** WHAT TO PRODUCE **
Please restate the entries verbatim. The copy should hold no pictures.

** DATA FOR THE TASK **

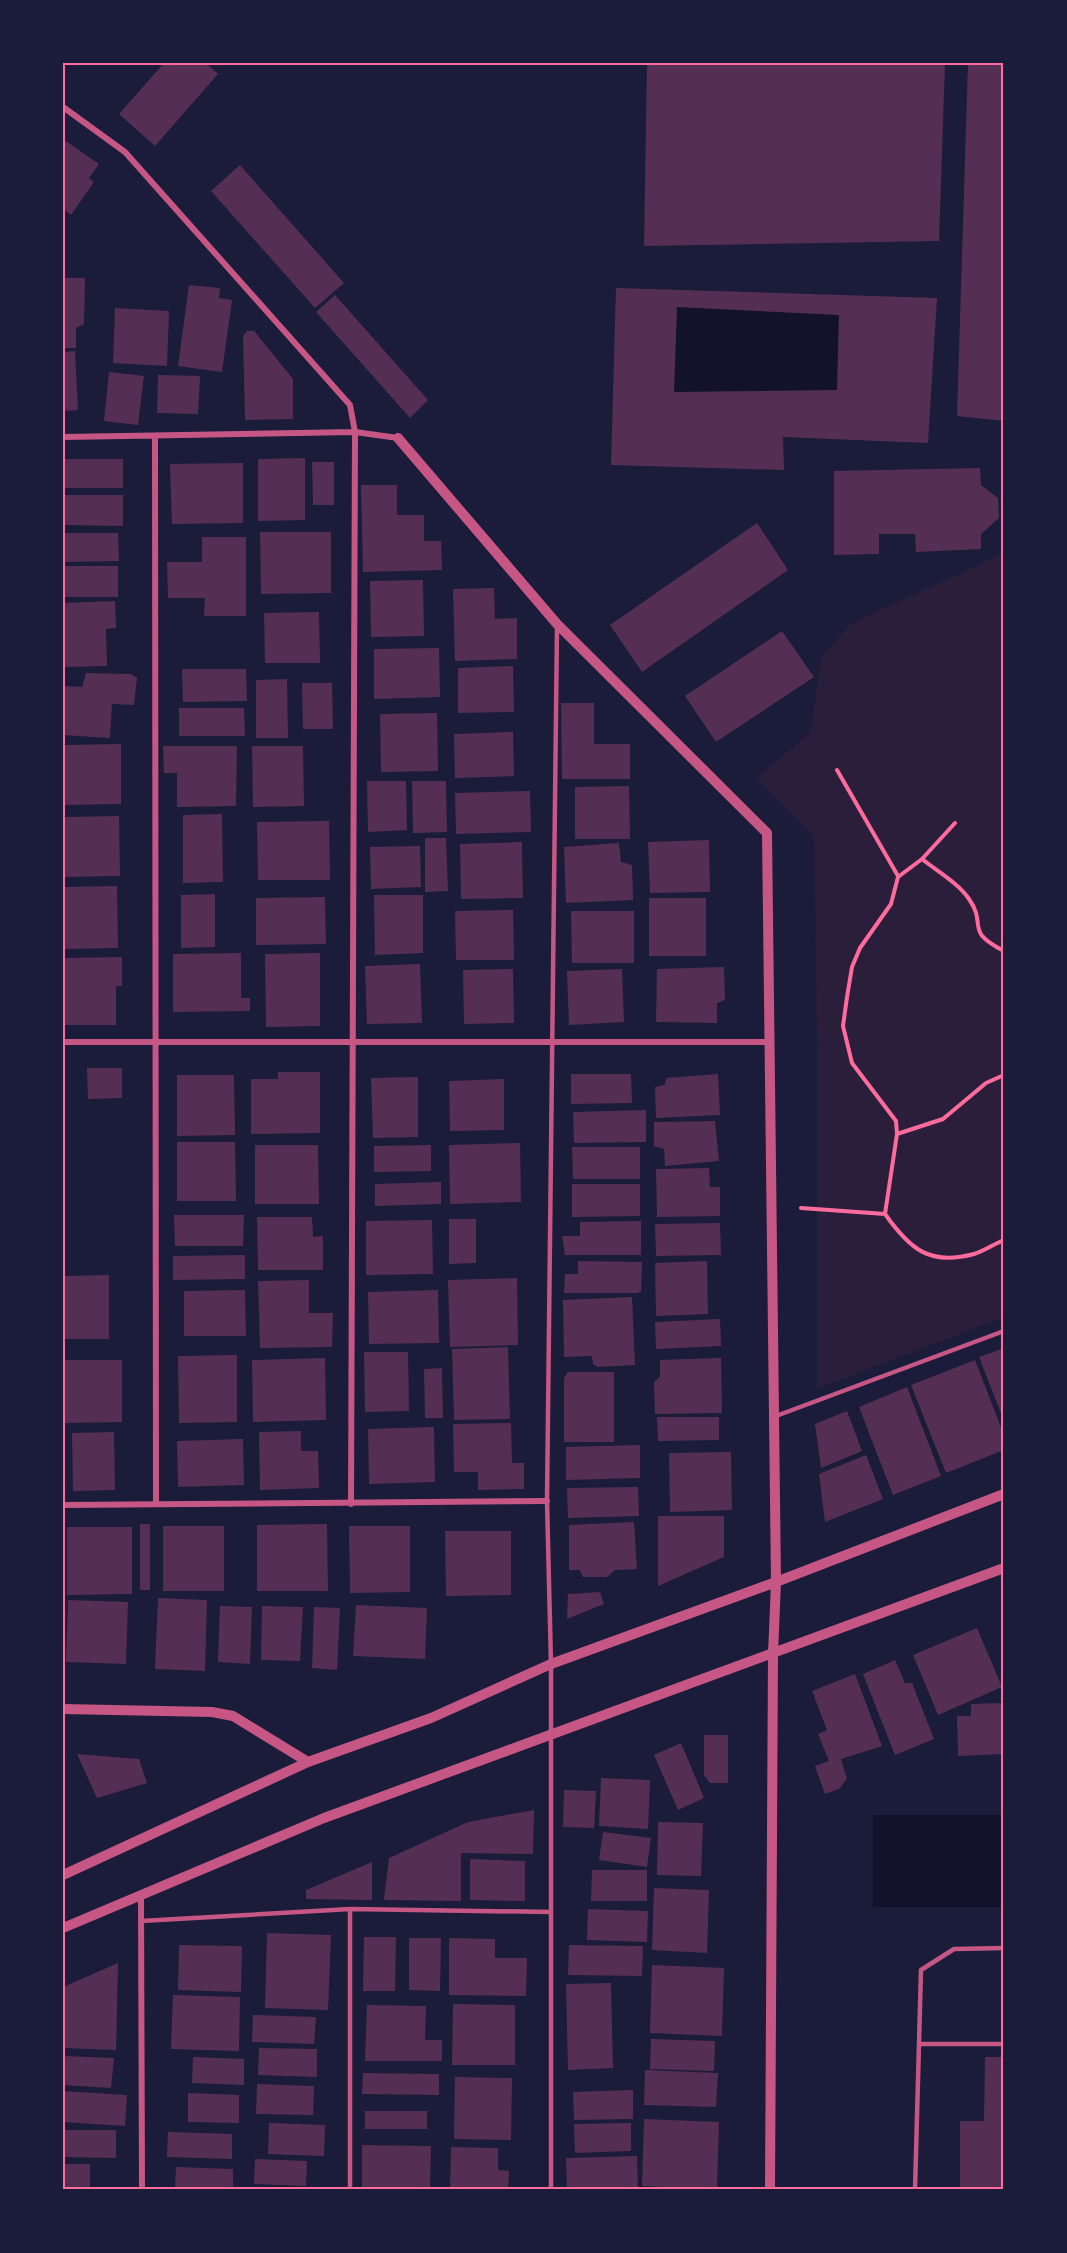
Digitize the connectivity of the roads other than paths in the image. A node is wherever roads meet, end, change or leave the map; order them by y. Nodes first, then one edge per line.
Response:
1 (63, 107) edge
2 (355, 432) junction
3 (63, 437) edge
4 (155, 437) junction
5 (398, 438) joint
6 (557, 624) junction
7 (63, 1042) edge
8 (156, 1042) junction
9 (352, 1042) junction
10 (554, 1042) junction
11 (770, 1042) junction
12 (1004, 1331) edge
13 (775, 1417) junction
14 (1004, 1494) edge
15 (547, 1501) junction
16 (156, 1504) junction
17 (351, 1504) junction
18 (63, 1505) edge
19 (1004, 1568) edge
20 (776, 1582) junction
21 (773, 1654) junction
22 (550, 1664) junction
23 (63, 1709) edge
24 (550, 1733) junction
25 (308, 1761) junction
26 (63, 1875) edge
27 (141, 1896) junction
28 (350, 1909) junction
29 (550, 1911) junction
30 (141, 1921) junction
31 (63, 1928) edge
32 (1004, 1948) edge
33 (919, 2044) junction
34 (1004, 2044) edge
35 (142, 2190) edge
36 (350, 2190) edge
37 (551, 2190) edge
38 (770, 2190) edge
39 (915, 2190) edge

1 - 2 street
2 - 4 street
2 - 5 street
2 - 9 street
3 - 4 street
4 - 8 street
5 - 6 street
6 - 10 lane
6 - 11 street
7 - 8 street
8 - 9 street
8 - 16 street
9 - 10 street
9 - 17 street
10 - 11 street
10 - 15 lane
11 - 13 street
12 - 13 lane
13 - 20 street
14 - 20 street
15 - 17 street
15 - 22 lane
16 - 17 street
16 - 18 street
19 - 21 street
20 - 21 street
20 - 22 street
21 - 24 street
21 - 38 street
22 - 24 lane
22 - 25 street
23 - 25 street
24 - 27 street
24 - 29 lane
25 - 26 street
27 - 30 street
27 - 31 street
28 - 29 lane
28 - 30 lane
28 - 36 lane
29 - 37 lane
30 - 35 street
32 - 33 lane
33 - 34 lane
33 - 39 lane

** SOLUTION TO THIS PROBLEM **
Digitize the connectivity of the roads other than paths in the image. A node is wherever roads meet, end, change or leave the map; order them by y. Nodes first, then one edge per line.
Response:
1 (63, 107) edge
2 (355, 432) junction
3 (63, 437) edge
4 (155, 437) junction
5 (398, 438) joint
6 (557, 624) junction
7 (63, 1042) edge
8 (156, 1042) junction
9 (352, 1042) junction
10 (554, 1042) junction
11 (770, 1042) junction
12 (1004, 1331) edge
13 (775, 1417) junction
14 (1004, 1494) edge
15 (547, 1501) junction
16 (156, 1504) junction
17 (351, 1504) junction
18 (63, 1505) edge
19 (1004, 1568) edge
20 (776, 1582) junction
21 (773, 1654) junction
22 (550, 1664) junction
23 (63, 1709) edge
24 (550, 1733) junction
25 (308, 1761) junction
26 (63, 1875) edge
27 (141, 1896) junction
28 (350, 1909) junction
29 (550, 1911) junction
30 (141, 1921) junction
31 (63, 1928) edge
32 (1004, 1948) edge
33 (919, 2044) junction
34 (1004, 2044) edge
35 (142, 2190) edge
36 (350, 2190) edge
37 (551, 2190) edge
38 (770, 2190) edge
39 (915, 2190) edge

1 - 2 street
2 - 4 street
2 - 5 street
2 - 9 street
3 - 4 street
4 - 8 street
5 - 6 street
6 - 10 lane
6 - 11 street
7 - 8 street
8 - 9 street
8 - 16 street
9 - 10 street
9 - 17 street
10 - 11 street
10 - 15 lane
11 - 13 street
12 - 13 lane
13 - 20 street
14 - 20 street
15 - 17 street
15 - 22 lane
16 - 17 street
16 - 18 street
19 - 21 street
20 - 21 street
20 - 22 street
21 - 24 street
21 - 38 street
22 - 24 lane
22 - 25 street
23 - 25 street
24 - 27 street
24 - 29 lane
25 - 26 street
27 - 30 street
27 - 31 street
28 - 29 lane
28 - 30 lane
28 - 36 lane
29 - 37 lane
30 - 35 street
32 - 33 lane
33 - 34 lane
33 - 39 lane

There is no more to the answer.